[Data for this exercise — start]
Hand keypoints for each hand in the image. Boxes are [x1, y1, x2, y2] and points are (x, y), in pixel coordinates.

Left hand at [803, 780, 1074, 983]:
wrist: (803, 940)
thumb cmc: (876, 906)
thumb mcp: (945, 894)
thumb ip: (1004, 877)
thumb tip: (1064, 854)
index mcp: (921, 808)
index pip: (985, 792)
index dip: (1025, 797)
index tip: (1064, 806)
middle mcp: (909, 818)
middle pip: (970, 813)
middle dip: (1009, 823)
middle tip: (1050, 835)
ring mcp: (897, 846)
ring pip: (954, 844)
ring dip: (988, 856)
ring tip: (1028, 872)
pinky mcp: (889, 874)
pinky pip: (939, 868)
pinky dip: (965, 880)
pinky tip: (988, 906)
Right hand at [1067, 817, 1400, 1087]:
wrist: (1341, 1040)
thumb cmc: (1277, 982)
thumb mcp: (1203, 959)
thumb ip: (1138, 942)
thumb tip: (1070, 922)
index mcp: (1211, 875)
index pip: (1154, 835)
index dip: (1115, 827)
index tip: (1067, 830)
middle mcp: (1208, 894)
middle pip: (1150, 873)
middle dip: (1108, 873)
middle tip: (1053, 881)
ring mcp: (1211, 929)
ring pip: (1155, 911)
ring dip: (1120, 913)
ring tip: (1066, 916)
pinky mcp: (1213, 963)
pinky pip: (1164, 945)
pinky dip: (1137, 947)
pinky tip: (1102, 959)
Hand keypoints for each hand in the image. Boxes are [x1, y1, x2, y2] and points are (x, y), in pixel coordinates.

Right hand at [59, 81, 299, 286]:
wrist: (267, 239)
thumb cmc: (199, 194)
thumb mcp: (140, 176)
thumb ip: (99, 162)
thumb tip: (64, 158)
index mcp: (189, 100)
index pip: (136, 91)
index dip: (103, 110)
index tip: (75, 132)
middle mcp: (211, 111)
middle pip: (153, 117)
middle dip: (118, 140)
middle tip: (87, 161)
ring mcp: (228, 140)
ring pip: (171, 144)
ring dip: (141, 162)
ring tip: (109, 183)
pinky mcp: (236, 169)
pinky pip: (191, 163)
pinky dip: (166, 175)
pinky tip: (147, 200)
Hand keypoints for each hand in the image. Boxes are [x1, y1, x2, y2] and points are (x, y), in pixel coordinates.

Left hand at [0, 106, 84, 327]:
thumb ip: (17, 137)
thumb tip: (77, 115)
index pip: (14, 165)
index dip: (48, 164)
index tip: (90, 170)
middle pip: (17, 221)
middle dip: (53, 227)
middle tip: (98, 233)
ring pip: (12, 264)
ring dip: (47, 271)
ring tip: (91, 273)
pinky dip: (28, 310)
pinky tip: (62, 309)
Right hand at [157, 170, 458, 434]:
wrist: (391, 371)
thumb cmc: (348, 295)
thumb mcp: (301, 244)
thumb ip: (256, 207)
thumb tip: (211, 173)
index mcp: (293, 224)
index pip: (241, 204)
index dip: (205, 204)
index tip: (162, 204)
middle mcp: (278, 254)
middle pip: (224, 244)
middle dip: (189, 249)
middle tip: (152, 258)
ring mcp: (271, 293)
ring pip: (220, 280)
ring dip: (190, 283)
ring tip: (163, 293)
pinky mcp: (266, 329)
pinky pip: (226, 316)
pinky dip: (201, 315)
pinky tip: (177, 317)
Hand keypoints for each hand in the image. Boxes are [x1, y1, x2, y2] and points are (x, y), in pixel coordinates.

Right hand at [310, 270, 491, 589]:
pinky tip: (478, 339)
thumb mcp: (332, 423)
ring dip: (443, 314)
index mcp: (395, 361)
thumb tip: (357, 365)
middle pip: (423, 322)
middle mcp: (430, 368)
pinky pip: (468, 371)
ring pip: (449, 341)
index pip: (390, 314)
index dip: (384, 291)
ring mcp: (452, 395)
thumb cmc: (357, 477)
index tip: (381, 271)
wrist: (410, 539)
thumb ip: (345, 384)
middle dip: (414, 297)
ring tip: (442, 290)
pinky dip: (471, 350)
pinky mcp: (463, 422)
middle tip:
[Data for this exercise — finish]
◆ Description of the task:
Restate word for word the lines above, beginning with the one that contains "ring mcp: (271, 293)" and ending with the last line.

◆ Exercise response:
ring mcp: (271, 293)
ring pip: (220, 280)
ring dip: (190, 283)
ring tip: (163, 293)
pinky mcp: (266, 329)
pinky pip: (226, 316)
pinky dip: (201, 315)
pinky tip: (177, 317)
Hand keypoints for each hand in the image. Boxes are [x1, y1, x2, y2] and points are (x, y), in pixel coordinates.

Right hand at [310, 270, 491, 589]:
pinky tip: (478, 339)
thumb mcp: (332, 423)
ring dip: (443, 314)
index mcp: (395, 361)
thumb tip: (357, 365)
middle pip: (423, 322)
middle mcp: (430, 368)
pinky pip: (468, 371)
ring pip: (449, 341)
index pip: (390, 314)
index dip: (384, 291)
ring mcp: (452, 395)
thumb cmc: (357, 477)
index tip: (381, 271)
wrist: (410, 539)
thumb ip: (345, 384)
middle dip: (414, 297)
ring tip: (442, 290)
pinky dip: (471, 350)
pinky mcp: (463, 422)
middle tip:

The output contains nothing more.